Pero, afortunadamente, la lógica de
la razón occidental no es la única manera de
afrontar lo que nos rodea. Occidente ha
apoyado todo el progreso científico en
planteamientos inductivos y deductivos, en
la causalidad, en lo sensitivo, y en la
concepción del espacio y del tiempo como
entidades separadas. Las culturas
orientales, por el contrario, se han apoyado
en la analogía, la sincronicidad, la
contradicción asumida en unidad, o en la
suma unitaria del espacio y del tiempo como
métodos de conocimiento. El cogito ergo
sum cartesiano ha dirigido la identidad
del hombre occidental de manera exclusiva
hacia la mente, olvidando otros
constituyentes fundamentales de su
naturaleza, cuando —precisamente— la
naturaleza de la mente, y su forma de
percibir la realidad son escurridizas, algo
que ha obligado a plantearse a los
científicos «hasta qué punto no proyectamos
al exterior algo que el propio cerebro ha
creado»14.
Tampoco la ciencia occidental muestra
consistencia si acudimos a su lenguaje, que
bien podría haber sido inventado por un
poeta. Este uso peculiar, y se supone que
especializado, está impregnado de metáforas
lumínicas que reflejan la importancia que se
le concede al sentido de la vista sobre
otros posibles cauces de conocimiento. Así,
desde Platón y su alegoría de las sombras
proyectadas en la caverna, pasando por el,
tan significativamente, denominado Siglo de
las luces, toda nuestra civilización acude
permanentemente a términos como
«des-cubrir», «de-mostrar», «des-velar»,
«des-tapar» (paradójicamente también
«revelar») o a conceptos como «idea»,
procedente del correspondiente término
griego que significaba «imagen», o
«demostración», derivada de la expresión
griega «hacer ver», para referirse al campo
de la ciencia objetiva.
De Charles Darwin, por su parte, se
ha dicho que fue un maestro de la metáfora,
por apoyar toda su teoría en una serie de
definiciones elaboradas mediante esta figura
retórica, fórmula base de todo proceso de
conocimiento. Símbolos como la selección
natural, la lucha por la existencia, el
ribazo enmarañado, el árbol de la vida, o la
faz de la naturaleza, que le permitirían
explicar mediante la semejanza con otros
procesos conocidos, nociones que presentaban
en aquel momento cierta dificultad
conceptual. De la misma manera, Niels Bohr,
a principios del siglo XX elaboró toda su
teoría del átomo usando la imaginería del
sistema solar copernicano15. Este
recurso a la imagen ha permitido que la
ciencia avanzara mediante la transposición
de realidades de un campo a otro.
A veces, porque alguien mira con
asombro donde otros sólo ven costumbre16,
en el espacio cotidiano se rompe esa
relación causal lógica entre los
pensamientos, los actos y sus resultados, y
gracias a esa sobreinterpretación se puede
sobrevivir en un espacio carente de sentido.

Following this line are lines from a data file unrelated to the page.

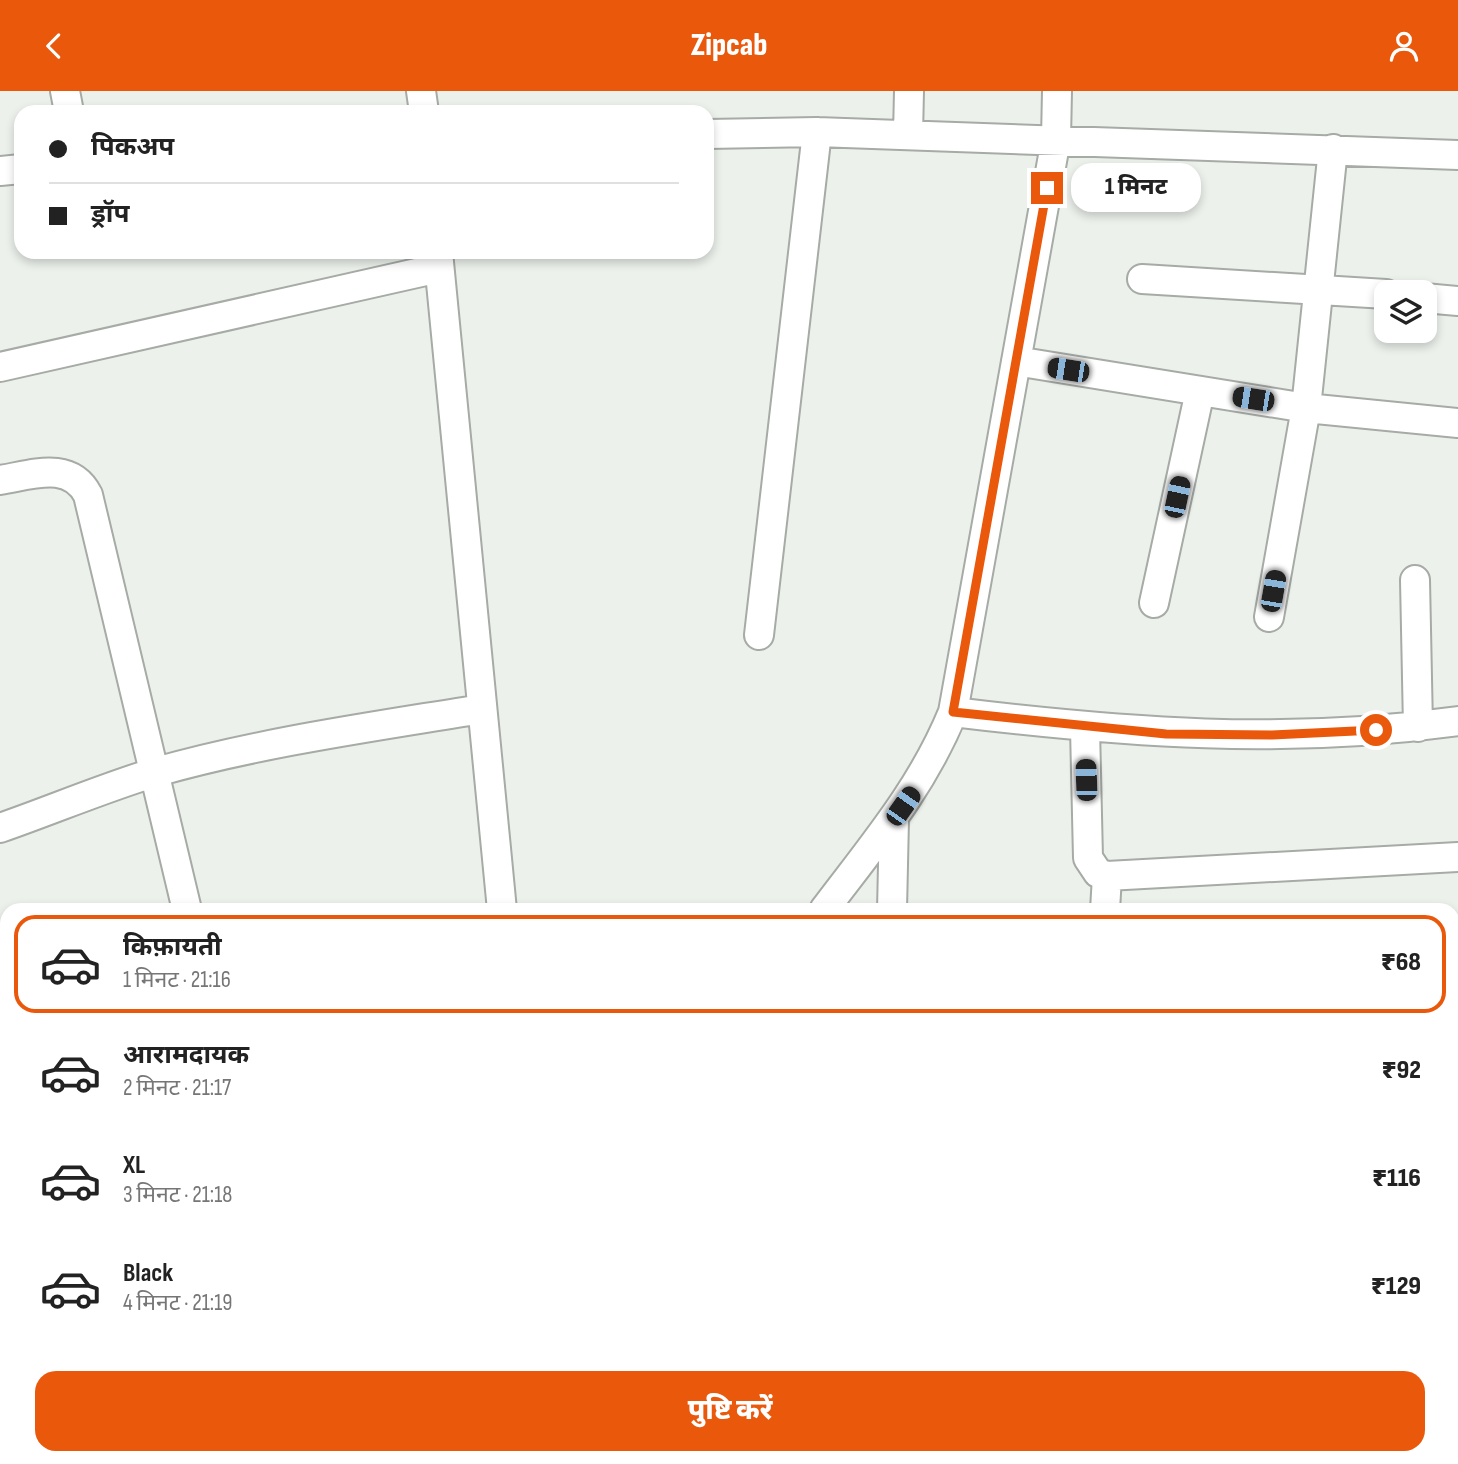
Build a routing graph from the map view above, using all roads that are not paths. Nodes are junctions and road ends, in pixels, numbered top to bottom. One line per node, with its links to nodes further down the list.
1 (909, 91): 5 (street)
2 (1057, 91): 6 (street)
3 (817, 132): 4 (street); 5 (street); 24 (street)
4 (714, 134)
5 (908, 135): 6 (street)
6 (1055, 139): 7 (street); 15 (street)
7 (1333, 149): 8 (street); 11 (street)
8 (1458, 155)
9 (439, 260): 16 (street); 25 (street)
10 (1142, 279): 11 (street)
11 (1321, 289): 12 (street); 18 (street)
12 (1374, 294)
13 (1437, 299): 14 (street)
14 (1458, 301)
15 (1016, 361): 17 (street); 26 (street)
16 (0, 367)
17 (1200, 391): 18 (street); 22 (street)
18 (1306, 408): 19 (street); 23 (street)
19 (1458, 423)
20 (0, 480): 30 (street)
21 (1415, 580): 28 (street)
22 (1154, 603)
23 (1269, 617)
24 (759, 635)
25 (481, 709): 30 (street); 36 (street)
26 (953, 712): 29 (street); 31 (street)
27 (1458, 721): 28 (street)
28 (1418, 727): 29 (street)
29 (1085, 728): 34 (street)
30 (153, 773): 32 (street); 35 (street)
31 (894, 819): 37 (street); 38 (street)
32 (0, 828)
33 (1458, 857): 34 (street)
34 (1107, 876): 39 (street)
35 (185, 903)
36 (501, 903)
37 (829, 903)
38 (892, 903)
39 (1105, 903)

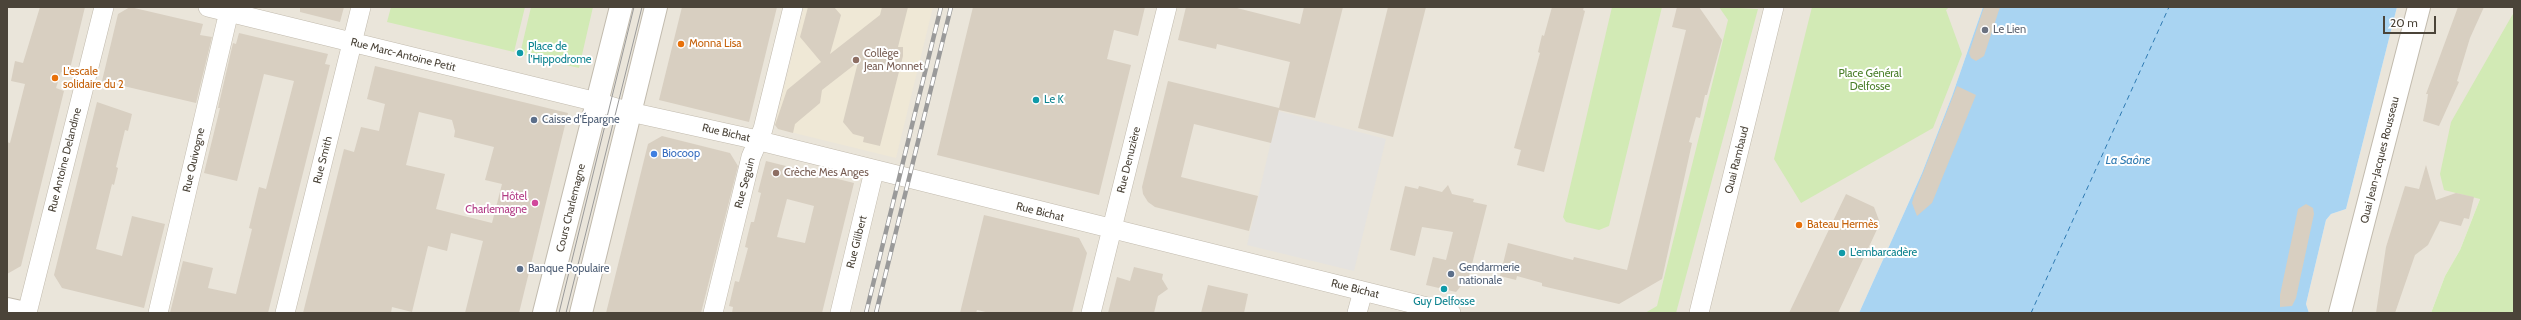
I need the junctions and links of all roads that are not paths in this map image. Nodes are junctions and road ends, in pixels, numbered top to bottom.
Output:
1 (104, 7) edge
2 (208, 7) edge
3 (361, 7) edge
4 (621, 7) edge
5 (656, 7) edge
6 (793, 7) edge
7 (1167, 7) edge
8 (1774, 7) edge
9 (2419, 7) edge
10 (229, 10) edge
11 (352, 43) junction
12 (597, 102) junction
13 (630, 112) junction
14 (758, 140) junction
15 (874, 171) junction
16 (1111, 229) junction
17 (1362, 291) junction
18 (7, 309) edge
19 (26, 313) edge
20 (158, 313) edge
21 (285, 313) edge
22 (544, 313) edge
23 (581, 313) edge
24 (713, 313) edge
25 (840, 313) edge
26 (1090, 313) edge
27 (1357, 313) edge
28 (1451, 313) edge
29 (1699, 313) edge
30 (2340, 313) edge

1 - 19 street, Rue Antoine Delandine
2 - 10 street, Rue Marc-Antoine Petit
3 - 11 street, Rue Smith
4 - 12 street, Cours Charlemagne
5 - 13 street
6 - 14 street, Rue Seguin
7 - 16 street, Rue Denuzière
8 - 29 street, Quai Rambaud
9 - 30 street, Quai Jean-Jacques Rousseau
10 - 11 street, Rue Marc-Antoine Petit
10 - 20 street, Rue Quivogne
11 - 12 street, Rue Marc-Antoine Petit
11 - 21 street, Rue Smith
12 - 13 street
12 - 22 street, Cours Charlemagne
13 - 14 street, Rue Bichat
13 - 23 street
14 - 15 street, Rue Bichat
14 - 24 street, Rue Seguin
15 - 16 street, Rue Bichat
15 - 25 street, Rue Gilibert
16 - 17 street, Rue Bichat
16 - 26 street, Rue Denuzière
17 - 27 street
17 - 28 street, Rue Bichat
18 - 19 street

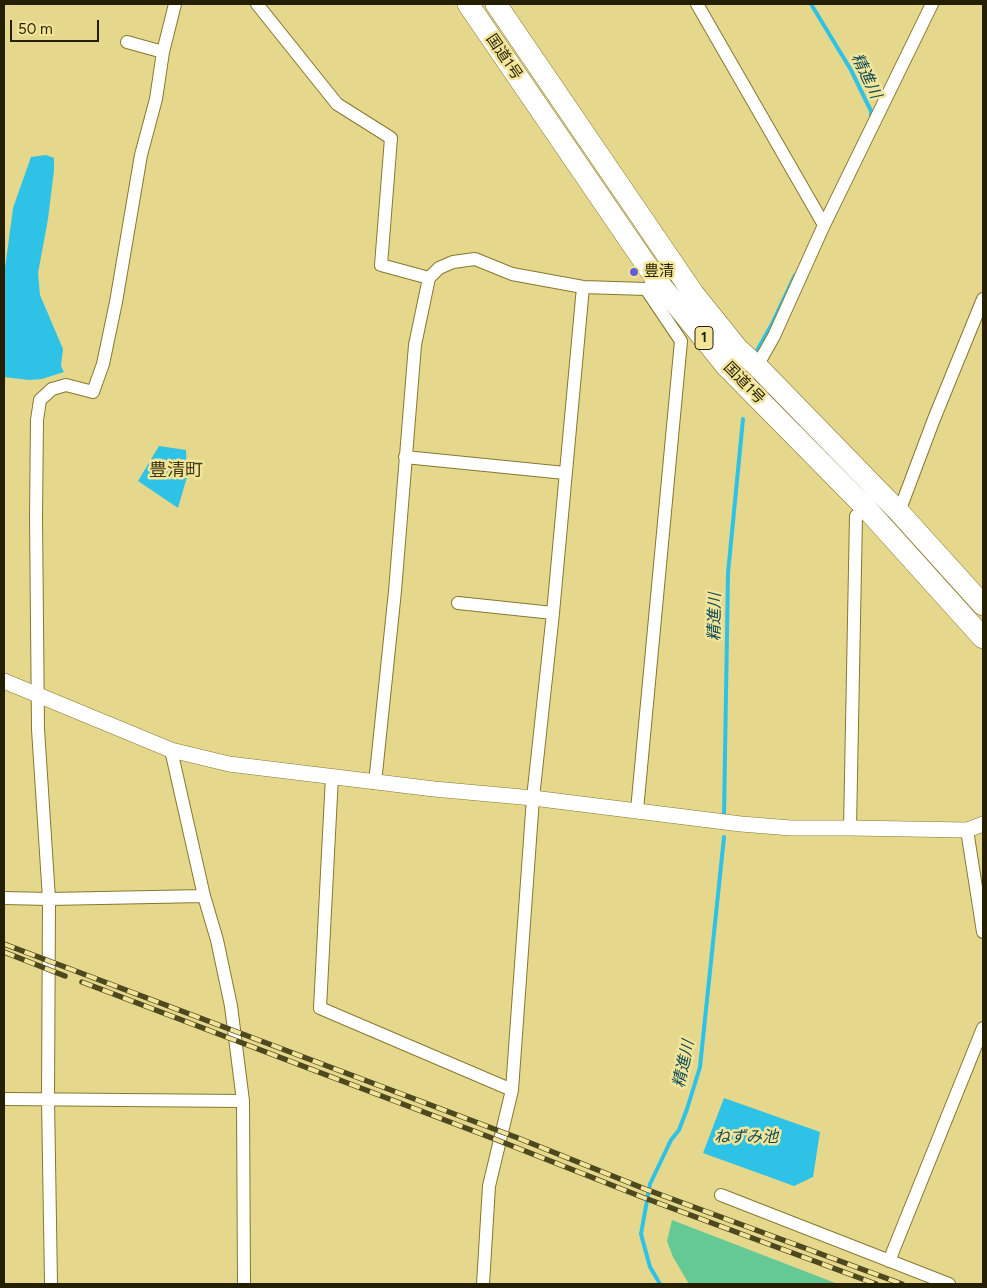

No todo tiene una explicación desde lo
evidente, y hay que estar a la escucha,
parece decirnos la vida, porque sólo
observando más allá de lo visible se puede
encontrar el camino, el hilo que relaciona
dos sucesos aparentemente distanciados,
según las leyes causales de la física.
Hay momentos extremos en los que todo
el universo parece que nos habla. Víctor E.
Frankl, el escritor psicólogo, una de las
víctimas supervivientes de los campos de
concentración, nos lo transmite así en su
monólogo al amanecer, cuando narra cómo en
una ocasión estaban los presos del campo de
concentración cavando una trinchera en un
amanecer gris interior y exteriormente. Y
ante tanto dolor acumulado, convoca en
silencio a su esposa —muerta ya, aunque él
no lo supiera— y en una confesión
auto-biográfica cuenta que la siente
presente físicamente, y que percibe que
realmente la puede tocar, «y, entonces, en
aquel mismo momento un pájaro bajó volando y
se posó justo frente a mí, sobre la tierra
que había extraído de la zanja, y se me
quedó mirando fijamente»17.
Con menor trascendencia vital, pero
con la misma sorprendente conclusión, nos
relata Jorge Riechmann su encuentro con una
urraca durante más de una hora, después de
la escritura de su poema «El hechicero de la
cueva de Chauvet», a partir de la cual
infiere la asociación de este pájaro con el
enigmático chamán-minotauro de Chauvet,
«multiplicador —concluye el escritor— de
poesía desde los ínferos de nuestra memoria.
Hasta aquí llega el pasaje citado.